- The Washington Times - Thursday, October 14, 2004

CUMBERLAND, Md. — The Allegany County commissioners have ordered a Ten Commandments monument moved back to the courthouse lawn just two days after removing it for fear of a First Amendment lawsuit, a county official said yesterday.

Their decision late Wednesday followed a public outcry and the U.S. Supreme Court’s decision to consider a similar case in Texas.

“The commissioners have decided to listen to public opinion and we’re going to move it back,” said county Administrator Vance Ishler.

Mr. Ishler said that once the Supreme Court rules on the Texas case, the commissioners will take any action necessary to comply with the law.

“They will follow the direction of the Supreme Court,” Mr. Ishler said. “Hopefully, there won’t be any need to move it again.”

By Monday, he said, county workers will move the 5-foot, 1,600-pound granite marker back to the courthouse from the lawn of the neighboring C. William Gilchrist Gallery, run by a private foundation that had agreed to take it.

The reversal pleased Edward W. Taylor Jr., who led a demonstration Tuesday demanding the monument’s return.

“This shows that when something of this magnitude happens, the public still has a say,” Mr. Taylor said. “The public servants, the public officials, still must answer to the public.”

As in the Texas case, Cumberland’s marker is one of about 200 that the Fraternal Order of Eagles donated to municipalities across the country for public display in the late 1950s and early ‘60s.

The project gained notoriety when actor Charlton Heston, star of the 1956 movie “The Ten Commandments,” participated in a dedication in California, said Robert Wahls, international secretary of the Eagles organization in Grove City, Ohio.

The monument in Cumberland, a Western Maryland city of 21,000, stood on the Allegany County Courthouse lawn from 1957 until Monday, when workers moved it 30 yards to the Gilchrist site with the commissioners’ approval.
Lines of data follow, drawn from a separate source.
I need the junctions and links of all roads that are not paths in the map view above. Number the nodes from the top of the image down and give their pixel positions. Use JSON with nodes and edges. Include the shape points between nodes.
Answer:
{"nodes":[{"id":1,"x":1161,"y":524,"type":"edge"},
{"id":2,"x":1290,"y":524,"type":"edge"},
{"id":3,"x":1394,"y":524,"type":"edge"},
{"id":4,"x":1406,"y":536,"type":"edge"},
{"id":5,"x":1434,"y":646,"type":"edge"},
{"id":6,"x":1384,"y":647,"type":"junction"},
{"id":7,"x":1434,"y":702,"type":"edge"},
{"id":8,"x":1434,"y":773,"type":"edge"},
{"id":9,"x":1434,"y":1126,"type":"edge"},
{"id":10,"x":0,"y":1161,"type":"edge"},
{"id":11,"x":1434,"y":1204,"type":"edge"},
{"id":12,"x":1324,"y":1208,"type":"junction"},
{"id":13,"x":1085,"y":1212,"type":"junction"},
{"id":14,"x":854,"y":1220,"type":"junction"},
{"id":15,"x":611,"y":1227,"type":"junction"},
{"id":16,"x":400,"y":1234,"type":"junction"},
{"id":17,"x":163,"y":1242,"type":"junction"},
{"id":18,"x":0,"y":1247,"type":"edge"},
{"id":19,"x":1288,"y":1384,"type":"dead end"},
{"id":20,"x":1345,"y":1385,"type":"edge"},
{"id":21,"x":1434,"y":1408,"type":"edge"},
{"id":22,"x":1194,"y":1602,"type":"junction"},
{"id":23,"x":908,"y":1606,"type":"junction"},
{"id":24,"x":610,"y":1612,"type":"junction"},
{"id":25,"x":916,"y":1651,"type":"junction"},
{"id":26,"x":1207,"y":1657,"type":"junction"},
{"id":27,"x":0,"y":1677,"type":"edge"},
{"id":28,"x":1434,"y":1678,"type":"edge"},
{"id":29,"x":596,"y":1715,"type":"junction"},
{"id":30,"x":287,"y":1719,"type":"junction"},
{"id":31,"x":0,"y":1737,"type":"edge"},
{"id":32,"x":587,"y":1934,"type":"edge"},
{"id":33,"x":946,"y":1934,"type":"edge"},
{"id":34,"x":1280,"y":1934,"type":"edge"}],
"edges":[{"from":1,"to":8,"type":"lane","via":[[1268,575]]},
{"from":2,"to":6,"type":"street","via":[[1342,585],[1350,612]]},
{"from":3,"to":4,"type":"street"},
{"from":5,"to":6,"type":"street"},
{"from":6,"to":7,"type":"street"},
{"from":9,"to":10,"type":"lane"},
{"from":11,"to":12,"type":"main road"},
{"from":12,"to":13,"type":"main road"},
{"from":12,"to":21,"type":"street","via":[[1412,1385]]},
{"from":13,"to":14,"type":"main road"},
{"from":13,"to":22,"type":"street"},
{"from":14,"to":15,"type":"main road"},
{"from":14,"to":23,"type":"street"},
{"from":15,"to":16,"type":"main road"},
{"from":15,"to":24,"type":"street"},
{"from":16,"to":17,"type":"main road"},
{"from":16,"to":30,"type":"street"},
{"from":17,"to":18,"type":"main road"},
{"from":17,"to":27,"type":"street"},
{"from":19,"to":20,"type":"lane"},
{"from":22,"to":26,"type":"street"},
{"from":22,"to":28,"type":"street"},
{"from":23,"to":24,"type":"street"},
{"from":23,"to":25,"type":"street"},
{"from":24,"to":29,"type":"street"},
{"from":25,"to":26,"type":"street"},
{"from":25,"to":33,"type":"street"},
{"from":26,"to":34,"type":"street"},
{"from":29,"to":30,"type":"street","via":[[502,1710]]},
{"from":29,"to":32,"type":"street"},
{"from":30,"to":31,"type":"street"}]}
Mr. Ishler said the first move was aimed at pre-empting a lawsuit like those filed in Texas and elsewhere, saying that such displays violate the constitutional prohibition of state-sponsored religion. Courts throughout the country have disagreed on whether such exhibits violate the principle of separation of church and state.

Mr. Ishler said several people from outside the county had contacted his office in recent months, questioning the legality of the display on public property. He said that if the reversal prompts a lawsuit, he hopes the judge will delay any proceedings pending the high court’s decision.

Mr. Ishler said a number of groups, including the Cumberland Historic Cemetery Organization headed by Mr. Taylor, have offered to take possession of the ground immediately beneath the monument and to assume legal liability for it.

Mr. Ishler said the three county commissioners agreed to the reversal by telephone Wednesday while vacationing in Hawaii and Spain.